IATA Carrier Codes List

Below post contains Python code to scrape IATA airline codes from the IATA website. It uses libraries such as requests, BeautifulSoup, and csv to fetch, parse, and store the data.

Setup

First, let's import the necessary libraries:

import os
import requests
from time import time
from multiprocessing.pool import ThreadPool
from bs4 import BeautifulSoup
import csv

Scraping IATA Codes

The following code block scrapes IATA codes from multiple pages of the IATA website and saves them to a CSV file:

for ind in range(1, 218):
    start = time()
    print(ind)
    r = requests.get(f"https://www.iata.org/AirlineCodeSearchBlock/Search?currentBlock=314383&currentPage=12572&airline.page={ind}", stream=True)
    soup = BeautifulSoup(r.text)
    table = soup.find("table")
    output_rows = []
    i = 1
    for table_row in table.findAll('tr'):
        if i == 1:
            i += 1
            continue
        columns = table_row.findAll('td')
        output_row = []
        for column in columns:
            output_row.append(column.text)
        output_rows.append(output_row)
        with open('output1.csv', 'a+') as csvfile:
            writer = csv.writer(csvfile)
            writer.writerows(output_rows)
    
    print(f"Time to download: {time() - start}")

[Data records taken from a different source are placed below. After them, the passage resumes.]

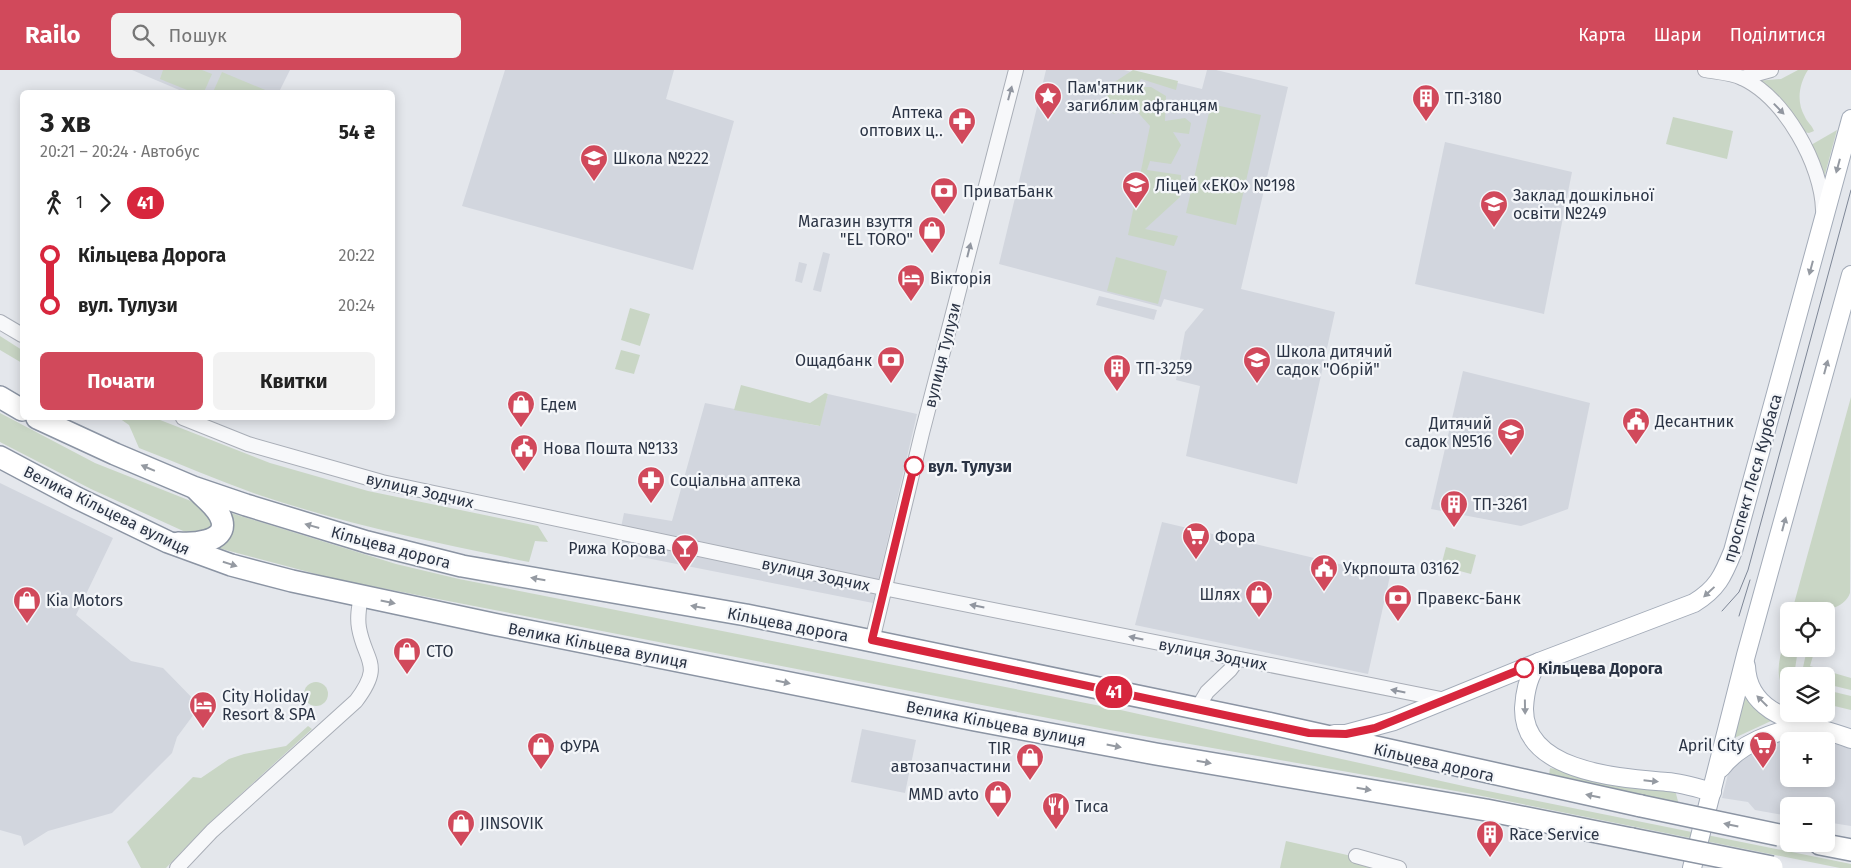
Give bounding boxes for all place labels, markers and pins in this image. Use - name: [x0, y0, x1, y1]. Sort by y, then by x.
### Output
- place label: Пам'ятник загиблим афганцям: [1067, 78, 1218, 115]
- place icon: Пам'ятник загиблим афганцям: [1033, 81, 1063, 120]
- building icon: ТП-3180: [1411, 83, 1441, 122]
- place label: ТП-3180: [1445, 89, 1502, 108]
- place label: Аптека оптових ц‥: [859, 103, 943, 140]
- pharmacy icon: Аптека оптових ц‥: [947, 106, 977, 145]
- school or university icon: Школа №222: [579, 143, 609, 182]
- place label: Школа №222: [613, 149, 709, 168]
- school or university icon: Ліцей «ЕКО» №198: [1121, 170, 1151, 209]
- bank icon: ПриватБанк: [929, 176, 959, 215]
- place label: Ліцей «ЕКО» №198: [1155, 176, 1295, 195]
- place label: ПриватБанк: [963, 182, 1054, 201]
- place label: Заклад дошкільної освіти №249: [1513, 186, 1655, 223]
- school or university icon: Заклад дошкільної освіти №249: [1479, 189, 1509, 228]
- place label: Магазин взуття "EL TORO": [798, 212, 913, 249]
- shop icon: Магазин взуття "EL TORO": [917, 215, 947, 254]
- hotel icon: Вікторія: [896, 263, 926, 302]
- place label: Вікторія: [930, 269, 992, 288]
- place label: Школа дитячий садок "Обрій": [1276, 342, 1393, 379]
- bank icon: Ощадбанк: [876, 345, 906, 384]
- school or university icon: Школа дитячий садок "Обрій": [1242, 345, 1272, 384]
- place label: Ощадбанк: [795, 351, 873, 370]
- building icon: ТП-3259: [1102, 353, 1132, 392]
- place label: ТП-3259: [1136, 359, 1192, 378]
- shop icon: Едем: [506, 389, 536, 428]
- place label: Едем: [540, 395, 577, 414]
- public building icon: Десантник: [1621, 406, 1651, 445]
- place label: Десантник: [1654, 412, 1734, 431]
- place label: Дитячий садок №516: [1404, 414, 1492, 451]
- school or university icon: Дитячий садок №516: [1496, 417, 1526, 456]
- public building icon: Нова Пошта №133: [509, 433, 539, 472]
- place label: Нова Пошта №133: [543, 439, 678, 458]
- marker: вул. Тулузи: [904, 456, 924, 476]
- place label: вул. Тулузи: [928, 457, 1012, 476]
- pharmacy icon: Соціальна аптека: [636, 465, 666, 504]
- place label: Соціальна аптека: [670, 471, 801, 490]
- building icon: ТП-3261: [1439, 489, 1469, 528]
- place label: ТП-3261: [1473, 495, 1528, 514]
- supermarket icon: Фора: [1181, 521, 1211, 560]
- place label: Фора: [1215, 527, 1256, 546]
- bar icon: Рижа Корова: [670, 533, 700, 572]
- place label: Рижа Корова: [568, 539, 666, 558]
- public building icon: Укрпошта 03162: [1309, 553, 1339, 592]
- place label: Укрпошта 03162: [1343, 559, 1460, 578]
- shop icon: Шлях: [1244, 579, 1274, 618]
- bank icon: Правекс-Банк: [1383, 583, 1413, 622]
- shop icon: Kia Motors: [12, 585, 42, 624]
- place label: Шлях: [1199, 585, 1240, 604]
- place label: Правекс-Банк: [1417, 589, 1522, 608]
- place label: Kia Motors: [46, 591, 123, 610]
- shop icon: СТО: [392, 636, 422, 675]
- place label: СТО: [426, 642, 454, 661]
- marker: Кільцева Дорога: [1514, 658, 1534, 678]
- place label: Кільцева Дорога: [1538, 659, 1663, 678]
- place label: City Holiday Resort & SPA: [222, 687, 316, 724]
- hotel icon: City Holiday Resort & SPA: [188, 690, 218, 729]
- supermarket icon: April City: [1748, 730, 1778, 769]
- shop icon: ФУРА: [526, 731, 556, 770]
- place label: April City: [1679, 736, 1744, 755]
- place label: ФУРА: [560, 737, 600, 756]
- place label: TIR автозапчастини: [891, 739, 1011, 776]
- shop icon: TIR автозапчастини: [1015, 742, 1045, 781]
- shop icon: MMD avto: [983, 779, 1013, 818]
- place label: MMD avto: [908, 785, 979, 804]
- restaurant icon: Тиса: [1041, 791, 1071, 830]
- place label: Тиса: [1075, 797, 1109, 816]
- shop icon: JINSOVIK: [446, 808, 476, 847]
- place label: JINSOVIK: [480, 814, 544, 833]
- building icon: Race Service: [1475, 819, 1505, 858]
- place label: Race Service: [1509, 825, 1600, 844]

This code iterates through 217 pages of IATA airline codes, scrapes the data from each page, and appends it to a CSV file named 'output1.csv'.

Alternative Scraping Method

An alternative method to scrape the data is provided, which extracts text from the 'tbody' tags:

for ind in range(1, 218):
    start = time()
    print(ind)
    r = requests.get(f"https://www.iata.org/AirlineCodeSearchBlock/Search?currentBlock=314383&currentPage=12572&airline.page={ind}", stream=True)
    soup = BeautifulSoup(r.text, "html.parser")
    for tag in soup.findAll('tbody'):
        a = tag.get_text()
        print(a)
        with open('IATACode3.csv', 'a+') as f:
            f.writelines(a)

This method saves the scraped data to a file named 'IATACode3.csv'.

Notes

The script uses the requests library to fetch web pages and BeautifulSoup for HTML parsing.
Data is saved incrementally to CSV files to prevent data loss in case of interruptions.
The script includes basic timing to measure the download time for each page.
Make sure to respect the website's terms of service and robots.txt file when using web scraping scripts.

Remember to install the required libraries (requests, beautifulsoup4) before running this script:

pip install requests beautifulsoup4